Questors Theatre at the Judi Dench Playhouse, until 31 December

A review by Matthew Grierson

You’ve surely all heard the proverbial advice actors are given never to work with children or animals – but whoever devised that pearl of wisdom had not seen Questors’ polished troupe of prodigies and puppeteers.

If you think Emerson Baigent as Alan-A-Dale is fresh-faced as he saunters down from door 1 like some Vegas crooner, he looks positively middle-aged when he is joined on stage by five infants in super-cute woodland creature costumes giving a charming dance to welcome us to Sherwood. The ensemble soon swells in number in a knowing rendition of Bryan Adams’ ‘Everything I do’ … Although we are thankfully spared the entire song when the kids demand something more current and perform an impressively choreographed routine to ‘Shotgun’ by George Ezra.
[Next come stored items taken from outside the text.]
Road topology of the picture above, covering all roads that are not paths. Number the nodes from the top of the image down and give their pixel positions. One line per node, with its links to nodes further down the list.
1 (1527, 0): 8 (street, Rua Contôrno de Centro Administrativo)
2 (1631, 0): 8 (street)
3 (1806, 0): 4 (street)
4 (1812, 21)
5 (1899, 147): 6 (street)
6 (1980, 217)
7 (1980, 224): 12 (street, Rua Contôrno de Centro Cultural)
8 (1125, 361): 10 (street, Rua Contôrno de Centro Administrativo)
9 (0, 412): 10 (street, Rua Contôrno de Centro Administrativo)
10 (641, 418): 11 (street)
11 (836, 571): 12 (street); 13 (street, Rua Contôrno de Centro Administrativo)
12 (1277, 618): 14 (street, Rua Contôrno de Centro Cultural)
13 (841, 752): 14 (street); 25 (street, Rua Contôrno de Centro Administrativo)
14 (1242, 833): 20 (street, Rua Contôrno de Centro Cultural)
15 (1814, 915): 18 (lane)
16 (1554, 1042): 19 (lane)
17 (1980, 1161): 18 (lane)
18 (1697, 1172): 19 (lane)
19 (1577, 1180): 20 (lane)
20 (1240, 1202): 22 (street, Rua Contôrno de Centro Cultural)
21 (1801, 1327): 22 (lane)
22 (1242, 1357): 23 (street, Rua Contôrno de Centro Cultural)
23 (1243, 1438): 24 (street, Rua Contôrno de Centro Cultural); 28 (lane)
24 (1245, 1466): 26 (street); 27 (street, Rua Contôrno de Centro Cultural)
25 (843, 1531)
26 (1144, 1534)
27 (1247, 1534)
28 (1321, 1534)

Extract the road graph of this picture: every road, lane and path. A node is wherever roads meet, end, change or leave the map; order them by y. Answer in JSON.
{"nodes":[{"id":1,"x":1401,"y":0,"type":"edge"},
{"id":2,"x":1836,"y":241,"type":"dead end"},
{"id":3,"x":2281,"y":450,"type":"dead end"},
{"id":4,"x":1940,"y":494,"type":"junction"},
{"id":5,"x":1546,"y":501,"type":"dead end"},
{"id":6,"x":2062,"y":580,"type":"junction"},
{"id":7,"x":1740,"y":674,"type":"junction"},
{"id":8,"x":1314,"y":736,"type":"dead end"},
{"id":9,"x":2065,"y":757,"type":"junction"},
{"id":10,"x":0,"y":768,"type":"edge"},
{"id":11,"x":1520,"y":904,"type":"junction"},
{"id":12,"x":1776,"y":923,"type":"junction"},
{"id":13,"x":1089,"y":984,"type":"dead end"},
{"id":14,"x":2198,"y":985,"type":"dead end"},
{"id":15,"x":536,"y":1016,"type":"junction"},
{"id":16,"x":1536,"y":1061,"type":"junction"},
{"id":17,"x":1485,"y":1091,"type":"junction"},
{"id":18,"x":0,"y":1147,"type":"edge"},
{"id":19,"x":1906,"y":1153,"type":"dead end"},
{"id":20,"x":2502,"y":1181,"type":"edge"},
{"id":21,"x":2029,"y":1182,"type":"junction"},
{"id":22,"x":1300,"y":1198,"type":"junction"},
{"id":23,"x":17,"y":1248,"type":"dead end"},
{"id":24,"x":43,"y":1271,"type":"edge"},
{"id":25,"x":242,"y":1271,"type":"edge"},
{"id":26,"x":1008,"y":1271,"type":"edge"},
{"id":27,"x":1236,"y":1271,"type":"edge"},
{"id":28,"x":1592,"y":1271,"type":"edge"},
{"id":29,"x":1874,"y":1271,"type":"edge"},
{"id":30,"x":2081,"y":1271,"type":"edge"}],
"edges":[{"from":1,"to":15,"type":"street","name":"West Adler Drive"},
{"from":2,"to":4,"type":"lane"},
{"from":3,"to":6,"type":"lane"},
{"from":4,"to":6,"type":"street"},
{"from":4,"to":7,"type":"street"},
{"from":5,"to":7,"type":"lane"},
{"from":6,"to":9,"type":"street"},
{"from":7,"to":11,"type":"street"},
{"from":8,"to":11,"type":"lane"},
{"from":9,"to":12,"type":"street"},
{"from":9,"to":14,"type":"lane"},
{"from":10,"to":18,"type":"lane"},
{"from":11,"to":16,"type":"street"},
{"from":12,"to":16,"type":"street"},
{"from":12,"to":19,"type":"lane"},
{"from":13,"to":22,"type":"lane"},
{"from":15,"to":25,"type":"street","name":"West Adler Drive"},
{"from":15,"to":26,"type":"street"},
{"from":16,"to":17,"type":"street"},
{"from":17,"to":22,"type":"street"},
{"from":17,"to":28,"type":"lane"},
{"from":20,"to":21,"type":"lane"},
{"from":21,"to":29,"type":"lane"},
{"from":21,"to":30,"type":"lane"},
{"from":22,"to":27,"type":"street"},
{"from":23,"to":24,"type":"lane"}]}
The song and dance takes a momentary breather for the small matter of introducing us to the principals. Lisa Morris gives us an earnest, plucky Robin, but does allow herself some comic latitude, in particular when disguised as ‘Rory MacTavish’ for the archery contest, or being smacked repeatedly in the face by a dungeon door.

Robin_Hood_Lisa_Morris

Given the backstory of having to avenge the death of her father, meanwhile, Francesca Young’s Little Joan seems to spend most of the play scowling, but is sensibly paired throughout with Mike Hadjipateras as a comically peckish Friar Tuck. Completing the gang of goodies is Lily Ledwith as Maid Marion, who alternates between plucky helpmeet to Robin and stroppy teenager when dealing with her elders in the castle.

Stealing the acting plaudits, however, not to mention the money of Nottingham’s citizens, are the baddies. Kerri Logan clearly relishes the part of Sheriff, visibly drawing energy from the audience’s booing and hissing to propel her through a succession of songs, including repurposed versions of ‘Don’t Stop Me Now’ and ‘Yesterday’.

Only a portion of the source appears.